Banning repeat drink drivers from ever holding a licence again could breach natural justice, says a lawyer who specialises in drink driving cases.
Gavin Hawthorn - who has a list of convictions stretching back to 1989, including being responsible for four deaths while drunk at the wheel - was yesterday senteneced to home detention after he was caught drink driving in June.
He was found to have crossed the centre line at high speed and hit an oncoming vehicle in 1989 - killing two passengers in his car - and causing severe injuries to the other driver, who later died from the injuries.
Hawthorn was found to have killed again while driving drunk in 2003, when his passenger died in a crash as he drove home from a night in Wellington.
However, spending more than a decade in prison has not stopped Hawthorn's offending.
In June he was caught drink driving again. Yesterday, he was sentenced to six months home detention, 180 hours of community work, and two years disqualification from driving.
Road safety charity Brake director Caroline Perry said the sentence was not tough enough.
"In cases where someone is a serious repeat offender, we want to see stronger sentences and also the option of a permanent loss of driving licence," Ms Perry said.

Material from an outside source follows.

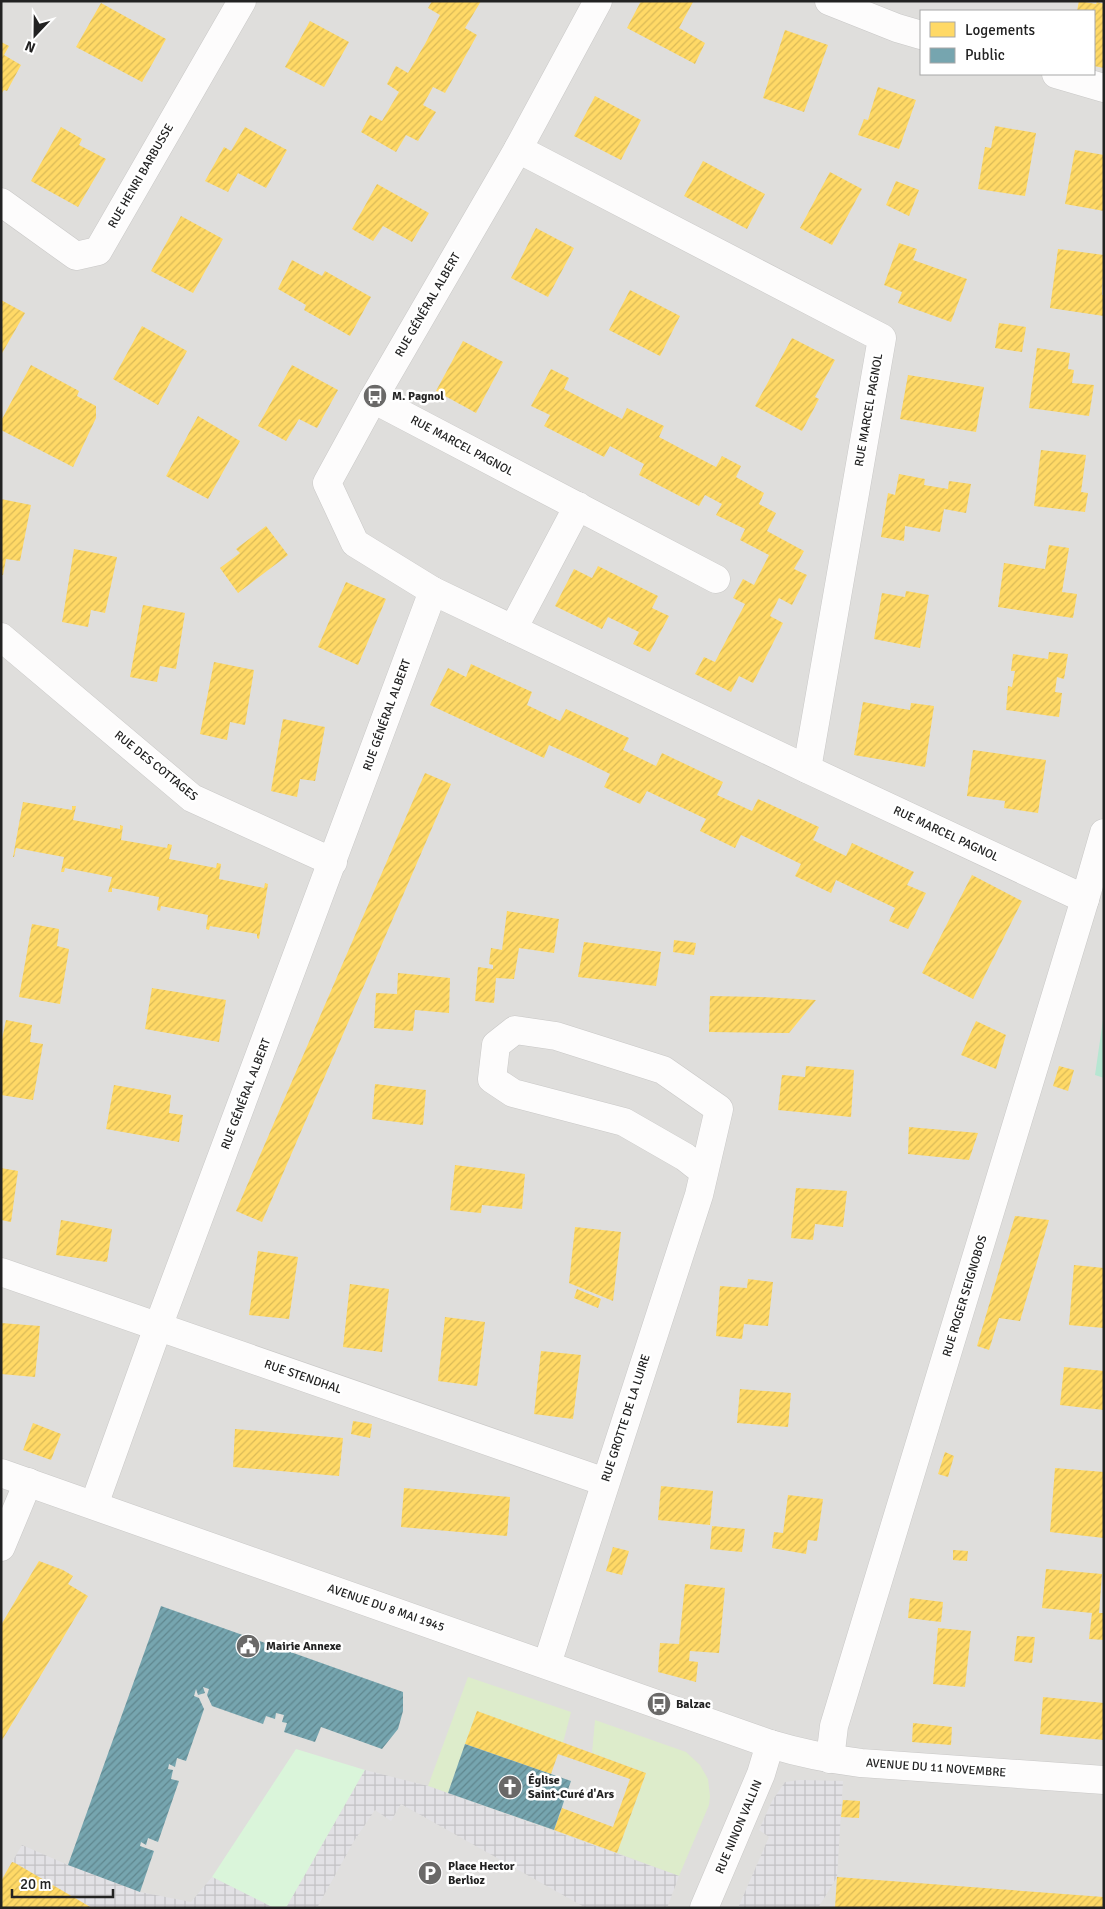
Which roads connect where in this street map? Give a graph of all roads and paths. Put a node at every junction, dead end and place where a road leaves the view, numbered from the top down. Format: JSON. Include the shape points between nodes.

In New Zealand, repeat drink-drivers can have their licences suspended indefinitely - but not permanently.
Offenders can get their licences back after being assessed at a drug centre, appealing to the Transport Agency, and then resitting their driving tests.
Ms Perry wanted that changed for people who show no care for the lives of other drivers.
"If someone is frequently putting other peoples' lives at risk and showing disregard for the law, why are they able to continue driving?"
Steve Cullen is an Auckland-based lawyer who has worked with people facing drink-driving charges for decades.
He said repeat offending is common and some of his clients had over a dozen convictions for drink driving.
But removing licences for good - with no chance of appeal - could cause problems, Mr Cullen said.
"You wouldn't want that type of approach applied to someone in their twenties or thirties, and then in their sixties or seventies that type of punishment is still applying without the prospect of appeal," he said.
"It would probably be a breach of the Bill of Rights Act and a breach of natural justice."
Mr Cullen said it was hard to stop recidivist offenders.
"Unless we're continually incarcerating people... it's very hard to stop them doing what they choose to do."
Programmes focusing on treating addiction, and the use of interlocks, were at a judge's disposal, he said.
Specific medications which made people violently ill if they drank alcohol were an option, but only if offenders were willing to take them, said Mr Cullen.